Activity: Copy out every line holding the string "dead" from the records below.

== Records for this task ==

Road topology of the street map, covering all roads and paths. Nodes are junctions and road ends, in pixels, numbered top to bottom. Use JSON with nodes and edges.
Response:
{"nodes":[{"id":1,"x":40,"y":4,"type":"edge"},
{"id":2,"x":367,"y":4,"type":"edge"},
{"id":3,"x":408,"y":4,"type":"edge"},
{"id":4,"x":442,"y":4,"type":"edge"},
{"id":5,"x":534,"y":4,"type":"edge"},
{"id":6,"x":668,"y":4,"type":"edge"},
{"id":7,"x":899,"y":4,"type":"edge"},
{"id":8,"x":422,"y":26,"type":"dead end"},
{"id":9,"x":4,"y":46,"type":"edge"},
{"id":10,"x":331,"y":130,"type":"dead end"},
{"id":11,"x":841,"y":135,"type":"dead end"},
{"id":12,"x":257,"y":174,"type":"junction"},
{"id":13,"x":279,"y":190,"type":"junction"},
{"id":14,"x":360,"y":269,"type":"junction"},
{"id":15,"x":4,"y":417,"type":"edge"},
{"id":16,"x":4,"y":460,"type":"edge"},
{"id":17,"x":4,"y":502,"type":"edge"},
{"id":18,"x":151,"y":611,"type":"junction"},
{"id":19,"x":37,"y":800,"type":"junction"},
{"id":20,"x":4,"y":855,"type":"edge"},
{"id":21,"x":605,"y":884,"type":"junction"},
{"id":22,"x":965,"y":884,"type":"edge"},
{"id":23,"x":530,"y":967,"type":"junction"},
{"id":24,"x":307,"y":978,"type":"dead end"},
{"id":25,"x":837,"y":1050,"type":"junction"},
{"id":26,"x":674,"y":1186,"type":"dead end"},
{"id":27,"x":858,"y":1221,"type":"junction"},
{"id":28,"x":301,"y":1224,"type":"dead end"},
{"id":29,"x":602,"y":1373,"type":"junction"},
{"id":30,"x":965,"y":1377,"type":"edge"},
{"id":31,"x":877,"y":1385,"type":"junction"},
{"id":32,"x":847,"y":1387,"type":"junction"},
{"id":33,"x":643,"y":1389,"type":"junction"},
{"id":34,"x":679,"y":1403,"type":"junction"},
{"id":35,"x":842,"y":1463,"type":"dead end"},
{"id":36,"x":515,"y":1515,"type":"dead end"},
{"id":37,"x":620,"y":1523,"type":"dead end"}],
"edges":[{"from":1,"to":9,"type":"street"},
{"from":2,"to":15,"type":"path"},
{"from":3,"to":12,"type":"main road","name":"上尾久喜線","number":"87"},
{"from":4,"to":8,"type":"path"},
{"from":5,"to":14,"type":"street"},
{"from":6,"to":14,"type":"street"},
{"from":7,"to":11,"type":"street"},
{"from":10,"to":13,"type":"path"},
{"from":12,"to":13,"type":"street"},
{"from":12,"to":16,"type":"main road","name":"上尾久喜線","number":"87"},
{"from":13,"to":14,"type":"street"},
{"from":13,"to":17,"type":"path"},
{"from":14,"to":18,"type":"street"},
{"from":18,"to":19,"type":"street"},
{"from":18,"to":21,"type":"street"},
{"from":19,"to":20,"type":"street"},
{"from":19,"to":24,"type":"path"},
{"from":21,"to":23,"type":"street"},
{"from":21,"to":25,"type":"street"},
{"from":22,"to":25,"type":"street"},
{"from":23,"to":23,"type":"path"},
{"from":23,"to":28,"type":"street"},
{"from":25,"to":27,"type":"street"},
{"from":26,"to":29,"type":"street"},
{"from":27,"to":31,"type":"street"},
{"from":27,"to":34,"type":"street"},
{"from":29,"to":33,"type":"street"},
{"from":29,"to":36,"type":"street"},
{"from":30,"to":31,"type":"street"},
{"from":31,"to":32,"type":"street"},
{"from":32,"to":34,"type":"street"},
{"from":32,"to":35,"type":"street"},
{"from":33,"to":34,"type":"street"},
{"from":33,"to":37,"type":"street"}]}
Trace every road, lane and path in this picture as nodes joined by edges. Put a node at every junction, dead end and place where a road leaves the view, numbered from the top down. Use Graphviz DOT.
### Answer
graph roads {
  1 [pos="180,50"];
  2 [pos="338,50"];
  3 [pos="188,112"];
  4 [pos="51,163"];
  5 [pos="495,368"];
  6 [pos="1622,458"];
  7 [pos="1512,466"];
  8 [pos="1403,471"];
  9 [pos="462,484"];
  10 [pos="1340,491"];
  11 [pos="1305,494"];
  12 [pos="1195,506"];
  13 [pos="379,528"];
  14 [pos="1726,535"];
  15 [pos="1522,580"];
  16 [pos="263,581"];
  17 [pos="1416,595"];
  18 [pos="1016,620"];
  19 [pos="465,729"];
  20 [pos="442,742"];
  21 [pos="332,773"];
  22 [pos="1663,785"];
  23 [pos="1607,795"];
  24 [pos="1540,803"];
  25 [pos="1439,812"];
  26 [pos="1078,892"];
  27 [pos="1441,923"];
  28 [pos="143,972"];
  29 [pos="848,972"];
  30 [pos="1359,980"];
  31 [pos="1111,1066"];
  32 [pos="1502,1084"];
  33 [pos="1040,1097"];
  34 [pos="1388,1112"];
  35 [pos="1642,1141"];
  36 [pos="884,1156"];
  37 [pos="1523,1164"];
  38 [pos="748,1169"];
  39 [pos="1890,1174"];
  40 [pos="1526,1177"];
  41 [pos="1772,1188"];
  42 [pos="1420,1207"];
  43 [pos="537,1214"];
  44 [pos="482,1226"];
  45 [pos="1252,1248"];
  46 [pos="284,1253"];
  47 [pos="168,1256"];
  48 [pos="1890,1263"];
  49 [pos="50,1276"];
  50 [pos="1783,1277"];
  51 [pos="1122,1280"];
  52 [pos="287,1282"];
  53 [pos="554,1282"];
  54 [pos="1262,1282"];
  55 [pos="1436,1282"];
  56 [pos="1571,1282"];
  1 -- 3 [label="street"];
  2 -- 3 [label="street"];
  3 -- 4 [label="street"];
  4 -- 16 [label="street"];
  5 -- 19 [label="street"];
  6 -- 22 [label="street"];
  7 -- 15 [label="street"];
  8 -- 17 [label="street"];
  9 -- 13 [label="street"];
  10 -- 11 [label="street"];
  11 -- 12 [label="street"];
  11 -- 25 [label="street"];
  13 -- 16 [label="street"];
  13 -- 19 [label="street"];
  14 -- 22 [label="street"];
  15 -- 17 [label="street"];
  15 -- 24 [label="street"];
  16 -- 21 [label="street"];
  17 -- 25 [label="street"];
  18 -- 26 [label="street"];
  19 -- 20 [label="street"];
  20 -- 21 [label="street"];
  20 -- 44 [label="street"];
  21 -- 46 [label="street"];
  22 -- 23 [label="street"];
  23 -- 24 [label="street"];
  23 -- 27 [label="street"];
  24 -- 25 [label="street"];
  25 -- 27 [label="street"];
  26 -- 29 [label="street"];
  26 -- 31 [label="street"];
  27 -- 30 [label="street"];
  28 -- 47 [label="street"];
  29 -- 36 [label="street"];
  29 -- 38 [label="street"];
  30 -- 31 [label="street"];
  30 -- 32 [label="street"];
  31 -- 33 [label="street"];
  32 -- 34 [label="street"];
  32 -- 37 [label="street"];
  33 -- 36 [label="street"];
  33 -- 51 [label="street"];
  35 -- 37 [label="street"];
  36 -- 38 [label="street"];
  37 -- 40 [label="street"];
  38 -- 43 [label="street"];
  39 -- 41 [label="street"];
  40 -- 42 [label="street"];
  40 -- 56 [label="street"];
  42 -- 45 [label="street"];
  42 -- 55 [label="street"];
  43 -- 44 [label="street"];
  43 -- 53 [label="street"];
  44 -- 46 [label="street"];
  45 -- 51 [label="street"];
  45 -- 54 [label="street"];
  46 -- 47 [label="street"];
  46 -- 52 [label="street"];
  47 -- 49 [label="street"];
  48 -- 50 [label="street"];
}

===

Result of this task:
{"id":8,"x":422,"y":26,"type":"dead end"},
{"id":10,"x":331,"y":130,"type":"dead end"},
{"id":11,"x":841,"y":135,"type":"dead end"},
{"id":24,"x":307,"y":978,"type":"dead end"},
{"id":26,"x":674,"y":1186,"type":"dead end"},
{"id":28,"x":301,"y":1224,"type":"dead end"},
{"id":35,"x":842,"y":1463,"type":"dead end"},
{"id":36,"x":515,"y":1515,"type":"dead end"},
{"id":37,"x":620,"y":1523,"type":"dead end"}],
Trace every road, lane and path in this picture as nodes joined by edges. Put a node at every junction, dead end and place where a road leaves the view, numbered from the top down. Use Graphviz DOT.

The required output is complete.